Hong Kong developers sweeten financing terms for luxury homes after deals tumble in July
- Deals for lived-in homes worth HK$12 million to HK$20 million recorded a 45 per cent drop last month
- More aggressive financing plans can be expected if market sentiment does not improve, Centaline executive says
The number of transactions for lived-in homes worth HK$12 million (US$1.5 million) to HK$20 million dropped last month with just 181 deals completed, a 45 per cent drop from June, according to analysis of Land Registry data by Ricacorp Properties. The sales of homes costing between HK$20.01 million and HK$50 million dropped by 33 per cent to 71 deals.
“Home sales have been dominated by end users who have bought flats at between HK$4 million and HK$6 million. Sales of luxury homes will continue to retreat this month,” said Derek Chan, Ricacorp’s head of research. Homebuyers will be more cautious when investing in bigger homes, because of the higher borrowing costs involved, he added.

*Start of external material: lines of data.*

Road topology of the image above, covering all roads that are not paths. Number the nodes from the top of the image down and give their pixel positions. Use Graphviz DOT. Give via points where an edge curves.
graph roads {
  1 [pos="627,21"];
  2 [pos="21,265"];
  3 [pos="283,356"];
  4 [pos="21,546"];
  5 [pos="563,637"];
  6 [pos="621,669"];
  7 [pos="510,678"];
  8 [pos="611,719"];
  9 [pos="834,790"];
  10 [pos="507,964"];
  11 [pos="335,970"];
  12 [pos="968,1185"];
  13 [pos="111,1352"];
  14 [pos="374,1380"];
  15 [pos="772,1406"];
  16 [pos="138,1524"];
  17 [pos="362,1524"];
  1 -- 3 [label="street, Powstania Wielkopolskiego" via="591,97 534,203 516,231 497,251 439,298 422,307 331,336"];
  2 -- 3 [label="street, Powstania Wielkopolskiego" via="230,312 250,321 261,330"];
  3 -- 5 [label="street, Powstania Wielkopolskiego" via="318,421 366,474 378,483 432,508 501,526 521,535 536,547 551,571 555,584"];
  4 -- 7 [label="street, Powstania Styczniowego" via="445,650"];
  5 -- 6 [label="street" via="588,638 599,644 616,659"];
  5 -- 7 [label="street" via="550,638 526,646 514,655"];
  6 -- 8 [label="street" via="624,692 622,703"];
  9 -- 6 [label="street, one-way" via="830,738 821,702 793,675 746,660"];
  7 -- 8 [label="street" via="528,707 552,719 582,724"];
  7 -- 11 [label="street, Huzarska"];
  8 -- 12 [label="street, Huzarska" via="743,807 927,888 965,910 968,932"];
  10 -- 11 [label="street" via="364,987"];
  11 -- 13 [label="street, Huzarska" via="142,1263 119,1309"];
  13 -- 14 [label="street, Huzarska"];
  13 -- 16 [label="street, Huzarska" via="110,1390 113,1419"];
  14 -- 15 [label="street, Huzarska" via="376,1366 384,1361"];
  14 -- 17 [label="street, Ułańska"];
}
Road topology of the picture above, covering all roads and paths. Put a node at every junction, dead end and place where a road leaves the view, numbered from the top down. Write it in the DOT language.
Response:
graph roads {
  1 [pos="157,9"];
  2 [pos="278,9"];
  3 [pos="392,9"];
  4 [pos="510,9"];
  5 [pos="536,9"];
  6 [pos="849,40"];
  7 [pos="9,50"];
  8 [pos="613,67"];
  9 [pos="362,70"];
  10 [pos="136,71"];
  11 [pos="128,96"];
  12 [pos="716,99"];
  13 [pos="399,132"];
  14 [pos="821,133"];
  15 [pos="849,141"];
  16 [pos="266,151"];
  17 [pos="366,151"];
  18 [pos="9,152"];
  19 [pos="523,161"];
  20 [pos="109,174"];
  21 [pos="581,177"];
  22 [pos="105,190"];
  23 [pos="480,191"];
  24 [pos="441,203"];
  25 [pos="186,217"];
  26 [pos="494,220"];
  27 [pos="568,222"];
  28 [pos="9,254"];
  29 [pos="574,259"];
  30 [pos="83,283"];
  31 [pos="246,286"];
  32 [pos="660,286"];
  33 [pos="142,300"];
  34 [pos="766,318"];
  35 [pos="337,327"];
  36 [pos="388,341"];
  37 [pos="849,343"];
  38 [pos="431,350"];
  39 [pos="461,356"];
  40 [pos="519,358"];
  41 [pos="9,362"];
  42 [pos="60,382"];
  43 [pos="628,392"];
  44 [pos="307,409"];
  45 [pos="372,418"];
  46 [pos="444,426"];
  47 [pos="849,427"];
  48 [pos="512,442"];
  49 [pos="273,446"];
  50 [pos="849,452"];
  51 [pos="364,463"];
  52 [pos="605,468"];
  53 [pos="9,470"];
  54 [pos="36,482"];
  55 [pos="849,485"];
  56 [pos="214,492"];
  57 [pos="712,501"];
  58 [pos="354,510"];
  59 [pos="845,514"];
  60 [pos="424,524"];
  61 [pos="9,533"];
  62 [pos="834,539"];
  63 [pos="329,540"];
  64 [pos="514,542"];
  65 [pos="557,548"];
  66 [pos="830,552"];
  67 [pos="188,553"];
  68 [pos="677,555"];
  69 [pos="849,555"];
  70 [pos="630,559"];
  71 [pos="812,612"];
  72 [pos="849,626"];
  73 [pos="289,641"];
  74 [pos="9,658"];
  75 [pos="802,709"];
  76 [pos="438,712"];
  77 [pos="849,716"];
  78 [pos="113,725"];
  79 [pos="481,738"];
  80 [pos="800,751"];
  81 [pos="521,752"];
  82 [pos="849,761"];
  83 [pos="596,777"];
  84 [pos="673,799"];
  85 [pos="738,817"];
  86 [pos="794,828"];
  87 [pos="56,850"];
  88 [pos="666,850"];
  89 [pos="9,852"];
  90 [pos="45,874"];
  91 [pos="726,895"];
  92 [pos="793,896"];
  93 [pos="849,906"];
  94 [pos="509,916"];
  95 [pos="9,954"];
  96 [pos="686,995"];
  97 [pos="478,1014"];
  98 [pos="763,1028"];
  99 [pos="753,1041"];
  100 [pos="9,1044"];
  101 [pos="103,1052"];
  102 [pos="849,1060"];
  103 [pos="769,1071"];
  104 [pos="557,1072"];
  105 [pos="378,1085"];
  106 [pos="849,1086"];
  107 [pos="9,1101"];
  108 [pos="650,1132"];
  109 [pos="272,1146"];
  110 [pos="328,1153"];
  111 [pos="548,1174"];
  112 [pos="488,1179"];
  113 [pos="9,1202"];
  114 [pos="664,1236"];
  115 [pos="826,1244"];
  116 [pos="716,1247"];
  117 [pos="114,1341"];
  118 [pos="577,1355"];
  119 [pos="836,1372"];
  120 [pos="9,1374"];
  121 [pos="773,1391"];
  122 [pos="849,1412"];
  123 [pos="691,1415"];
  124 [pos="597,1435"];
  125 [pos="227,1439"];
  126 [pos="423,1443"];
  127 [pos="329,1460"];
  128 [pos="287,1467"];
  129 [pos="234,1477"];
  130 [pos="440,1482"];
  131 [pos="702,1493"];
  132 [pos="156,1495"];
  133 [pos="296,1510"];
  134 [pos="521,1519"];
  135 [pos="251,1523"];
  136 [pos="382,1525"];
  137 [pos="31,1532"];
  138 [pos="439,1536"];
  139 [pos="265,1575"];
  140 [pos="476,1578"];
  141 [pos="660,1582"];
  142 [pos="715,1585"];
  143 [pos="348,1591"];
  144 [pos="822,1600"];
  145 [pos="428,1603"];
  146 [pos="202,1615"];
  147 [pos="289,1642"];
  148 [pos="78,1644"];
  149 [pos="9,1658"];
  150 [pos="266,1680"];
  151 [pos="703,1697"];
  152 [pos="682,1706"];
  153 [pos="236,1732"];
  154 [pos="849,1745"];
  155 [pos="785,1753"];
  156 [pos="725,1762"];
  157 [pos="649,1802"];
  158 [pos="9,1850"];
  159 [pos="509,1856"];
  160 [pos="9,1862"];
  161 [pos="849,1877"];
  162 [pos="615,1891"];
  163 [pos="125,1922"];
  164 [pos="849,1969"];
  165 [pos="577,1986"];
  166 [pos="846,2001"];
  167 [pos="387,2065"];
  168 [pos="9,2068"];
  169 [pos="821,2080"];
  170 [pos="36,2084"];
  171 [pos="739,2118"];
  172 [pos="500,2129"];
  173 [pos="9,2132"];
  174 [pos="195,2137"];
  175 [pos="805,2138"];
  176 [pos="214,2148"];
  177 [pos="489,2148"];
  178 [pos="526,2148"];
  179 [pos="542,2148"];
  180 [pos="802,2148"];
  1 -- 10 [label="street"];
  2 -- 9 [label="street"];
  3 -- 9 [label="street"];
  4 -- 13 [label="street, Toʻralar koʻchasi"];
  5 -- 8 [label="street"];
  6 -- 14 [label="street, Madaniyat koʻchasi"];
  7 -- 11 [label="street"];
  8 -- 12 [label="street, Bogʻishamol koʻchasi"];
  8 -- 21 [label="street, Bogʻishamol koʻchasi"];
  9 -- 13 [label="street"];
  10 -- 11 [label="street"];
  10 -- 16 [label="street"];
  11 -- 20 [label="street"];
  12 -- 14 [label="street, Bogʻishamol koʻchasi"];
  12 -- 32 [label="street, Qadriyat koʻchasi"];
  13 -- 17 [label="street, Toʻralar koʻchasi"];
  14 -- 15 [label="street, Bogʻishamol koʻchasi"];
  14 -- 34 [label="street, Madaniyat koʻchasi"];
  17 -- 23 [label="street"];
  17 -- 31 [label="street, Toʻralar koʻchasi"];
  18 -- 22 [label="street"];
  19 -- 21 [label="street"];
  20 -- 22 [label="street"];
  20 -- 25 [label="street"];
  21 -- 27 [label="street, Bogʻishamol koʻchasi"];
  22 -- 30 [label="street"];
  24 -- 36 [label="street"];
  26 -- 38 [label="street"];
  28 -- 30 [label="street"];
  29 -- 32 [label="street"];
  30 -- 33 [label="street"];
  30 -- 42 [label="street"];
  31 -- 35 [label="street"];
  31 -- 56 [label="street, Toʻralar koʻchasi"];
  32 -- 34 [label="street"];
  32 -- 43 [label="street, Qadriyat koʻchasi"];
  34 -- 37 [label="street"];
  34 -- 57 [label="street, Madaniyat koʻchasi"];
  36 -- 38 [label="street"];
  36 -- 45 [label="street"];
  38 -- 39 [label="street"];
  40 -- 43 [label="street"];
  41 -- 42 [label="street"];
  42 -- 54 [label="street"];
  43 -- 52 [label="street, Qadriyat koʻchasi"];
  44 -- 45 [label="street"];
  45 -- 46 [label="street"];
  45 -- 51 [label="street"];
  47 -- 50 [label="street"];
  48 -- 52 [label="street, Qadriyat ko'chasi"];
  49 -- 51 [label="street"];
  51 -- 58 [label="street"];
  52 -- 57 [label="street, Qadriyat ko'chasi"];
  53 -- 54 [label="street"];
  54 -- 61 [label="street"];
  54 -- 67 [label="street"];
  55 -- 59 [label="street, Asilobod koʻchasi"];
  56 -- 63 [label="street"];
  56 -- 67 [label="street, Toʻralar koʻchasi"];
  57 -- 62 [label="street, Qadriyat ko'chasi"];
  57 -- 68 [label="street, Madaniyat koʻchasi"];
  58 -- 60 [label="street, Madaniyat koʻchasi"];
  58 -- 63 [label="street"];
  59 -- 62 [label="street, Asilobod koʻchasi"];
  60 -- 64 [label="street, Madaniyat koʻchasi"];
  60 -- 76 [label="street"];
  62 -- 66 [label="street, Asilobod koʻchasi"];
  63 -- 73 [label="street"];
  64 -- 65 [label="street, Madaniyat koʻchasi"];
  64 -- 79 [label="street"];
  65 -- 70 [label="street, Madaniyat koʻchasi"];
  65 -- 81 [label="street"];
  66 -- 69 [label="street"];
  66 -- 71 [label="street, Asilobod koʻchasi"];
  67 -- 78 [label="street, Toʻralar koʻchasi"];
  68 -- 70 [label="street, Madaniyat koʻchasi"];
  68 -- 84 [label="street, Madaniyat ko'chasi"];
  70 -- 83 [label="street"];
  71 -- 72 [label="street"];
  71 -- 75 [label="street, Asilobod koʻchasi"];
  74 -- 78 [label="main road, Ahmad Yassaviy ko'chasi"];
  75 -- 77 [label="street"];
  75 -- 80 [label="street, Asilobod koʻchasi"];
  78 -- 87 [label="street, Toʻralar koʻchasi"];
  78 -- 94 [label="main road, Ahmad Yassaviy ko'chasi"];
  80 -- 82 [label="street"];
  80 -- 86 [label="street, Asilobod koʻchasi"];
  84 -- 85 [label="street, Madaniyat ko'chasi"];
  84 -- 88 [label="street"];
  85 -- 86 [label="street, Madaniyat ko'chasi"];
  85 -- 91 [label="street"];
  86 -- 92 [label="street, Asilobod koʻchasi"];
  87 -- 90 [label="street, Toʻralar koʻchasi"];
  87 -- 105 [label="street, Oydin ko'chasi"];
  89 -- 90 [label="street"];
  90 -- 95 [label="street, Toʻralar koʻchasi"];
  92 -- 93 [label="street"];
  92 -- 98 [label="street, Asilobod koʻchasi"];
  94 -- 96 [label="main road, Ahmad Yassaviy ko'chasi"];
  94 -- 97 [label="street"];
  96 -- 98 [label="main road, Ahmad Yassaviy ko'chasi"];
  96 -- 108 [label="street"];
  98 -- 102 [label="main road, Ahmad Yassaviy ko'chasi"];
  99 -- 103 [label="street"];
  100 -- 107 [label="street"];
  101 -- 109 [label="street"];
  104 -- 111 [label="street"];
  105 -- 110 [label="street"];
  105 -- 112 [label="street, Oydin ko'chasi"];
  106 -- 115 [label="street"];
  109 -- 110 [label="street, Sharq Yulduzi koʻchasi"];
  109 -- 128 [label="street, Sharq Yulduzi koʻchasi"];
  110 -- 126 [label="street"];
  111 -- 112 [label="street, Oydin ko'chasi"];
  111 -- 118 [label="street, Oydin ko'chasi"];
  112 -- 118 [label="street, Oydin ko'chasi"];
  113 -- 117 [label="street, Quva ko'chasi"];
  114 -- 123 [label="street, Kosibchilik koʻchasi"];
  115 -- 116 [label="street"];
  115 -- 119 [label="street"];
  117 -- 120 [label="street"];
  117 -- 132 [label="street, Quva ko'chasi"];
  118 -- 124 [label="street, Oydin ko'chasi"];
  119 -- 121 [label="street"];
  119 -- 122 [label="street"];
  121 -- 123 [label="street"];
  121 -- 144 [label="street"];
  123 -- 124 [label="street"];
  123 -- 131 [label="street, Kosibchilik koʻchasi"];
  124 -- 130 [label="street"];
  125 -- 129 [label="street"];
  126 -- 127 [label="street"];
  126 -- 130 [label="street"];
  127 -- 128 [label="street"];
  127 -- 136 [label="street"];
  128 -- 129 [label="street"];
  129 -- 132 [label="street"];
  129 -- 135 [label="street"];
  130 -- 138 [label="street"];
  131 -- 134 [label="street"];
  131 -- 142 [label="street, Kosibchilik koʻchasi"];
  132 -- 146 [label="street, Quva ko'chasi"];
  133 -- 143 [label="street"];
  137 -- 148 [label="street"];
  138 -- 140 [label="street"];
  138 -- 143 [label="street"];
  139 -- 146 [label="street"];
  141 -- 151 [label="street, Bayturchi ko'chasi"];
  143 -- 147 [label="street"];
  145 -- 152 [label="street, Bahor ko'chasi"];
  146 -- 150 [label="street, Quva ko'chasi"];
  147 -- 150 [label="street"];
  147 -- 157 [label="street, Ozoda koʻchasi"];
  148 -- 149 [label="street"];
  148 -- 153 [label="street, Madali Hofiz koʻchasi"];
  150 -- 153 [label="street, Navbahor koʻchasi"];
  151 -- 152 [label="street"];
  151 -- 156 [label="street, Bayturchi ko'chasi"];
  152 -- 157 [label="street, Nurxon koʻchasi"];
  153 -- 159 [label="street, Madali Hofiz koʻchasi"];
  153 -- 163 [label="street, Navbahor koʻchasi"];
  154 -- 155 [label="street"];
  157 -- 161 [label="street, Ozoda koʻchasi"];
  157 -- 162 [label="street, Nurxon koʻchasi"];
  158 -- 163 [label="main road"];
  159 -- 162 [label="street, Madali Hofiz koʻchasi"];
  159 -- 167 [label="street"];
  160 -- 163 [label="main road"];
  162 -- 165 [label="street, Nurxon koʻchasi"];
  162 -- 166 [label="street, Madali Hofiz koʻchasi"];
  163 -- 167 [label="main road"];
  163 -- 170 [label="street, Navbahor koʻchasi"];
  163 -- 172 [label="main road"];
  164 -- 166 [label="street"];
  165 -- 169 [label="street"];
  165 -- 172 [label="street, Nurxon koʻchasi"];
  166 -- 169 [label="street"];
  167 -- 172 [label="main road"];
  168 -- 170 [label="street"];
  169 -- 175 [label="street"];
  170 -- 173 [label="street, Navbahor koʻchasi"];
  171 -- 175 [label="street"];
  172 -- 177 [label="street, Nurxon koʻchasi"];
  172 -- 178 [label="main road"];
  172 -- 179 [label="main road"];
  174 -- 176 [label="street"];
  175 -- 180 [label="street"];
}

Demand for such property is driven by deep-pocketed investors, who will stay away if the market sentiment is not right. A slowdown in Hong Kong’s economy is behind the current down trend. The city’s property sector was already reeling from the impact of 2019’s anti-government protests and the outbreak of Covid-19, which has been affecting business since early 2020. The economy then contracted 4 per cent in the first quarter of this year because of its anti-pandemic measures during the fifth wave of coronavirus infections.
“In the absence of investment demand, luxury homes in this price category are facing the biggest pressure. Upgrades to bigger homes from 1,000 to 2,000 sq ft have also been limited,” said Louis Chan, Asia-Pacific vice-chairman and CEO of the residential division at Centaline Property Agency.
HKR International, for instance, will offer 57 units and two villas at Villa Lucca, a luxury residential project in Tai Po that it has developed with Hysan Development, for tender on Thursday. The developers, according to the tender document, will offer three-year mortgage loans through a local financial institution of up to 85 per cent.
They will also allow buyers to defer the repayment of mortgage loans of 85 per cent of a flat’s value plus interest to the third year.
The 57 units on offer range in size from 1,078 sq ft to 2,344 sq ft, while the villas range in size from 3,245 sq ft to 3,322 sq ft. The project, which will be completed in June next year, will have 262 units, villas and houses.
Of these, 160 standard units will have sizes ranging from 1,078 sq ft to 2,526 sq ft and 66 special units will have sizes ranging from 1,010 sq ft to 3,760 sq ft. Thirty-six villas will come in sizes ranging from 3,245 sq ft to 5,341 sq ft, while two houses will range in size from 6,268 sq ft to 8,030 sq ft.
Buyers will also be allowed to defer the 90 per cent loans, including interest and principal, for 36 months. A 1,053 sq ft unit at El Futuro is being offered for HK$16.99 million, or HK$16,135 per square foot after factoring in a 19 per cent discount. CK Asset said more than 150 units at the 266-unit project had been sold for more than HK$2.2 billion.
Such projects are targeting well-off clients from both Hong Kong and mainland China, said Eric Tso, chief vice-president at mReferral Mortgage Brokerage Services. The favourable financing schemes represent “another option in case the rich have cash-flow issues”, he added.
Other developers are, however, taking the opposite approach. The V Group, for instance, plans to offer its deluxe project on 20 Peak Road at a target price of about HK$100,000 per square foot. Ranging from 3,722 sq ft to 4,740 sq ft, each house comes with its own swimming pool, a private lift and four to five en suite bedrooms each.
“It is an optimal time to release the Peak Road project,” Vivien Chan, the founder and chairwoman of The V Group, said earlier this month.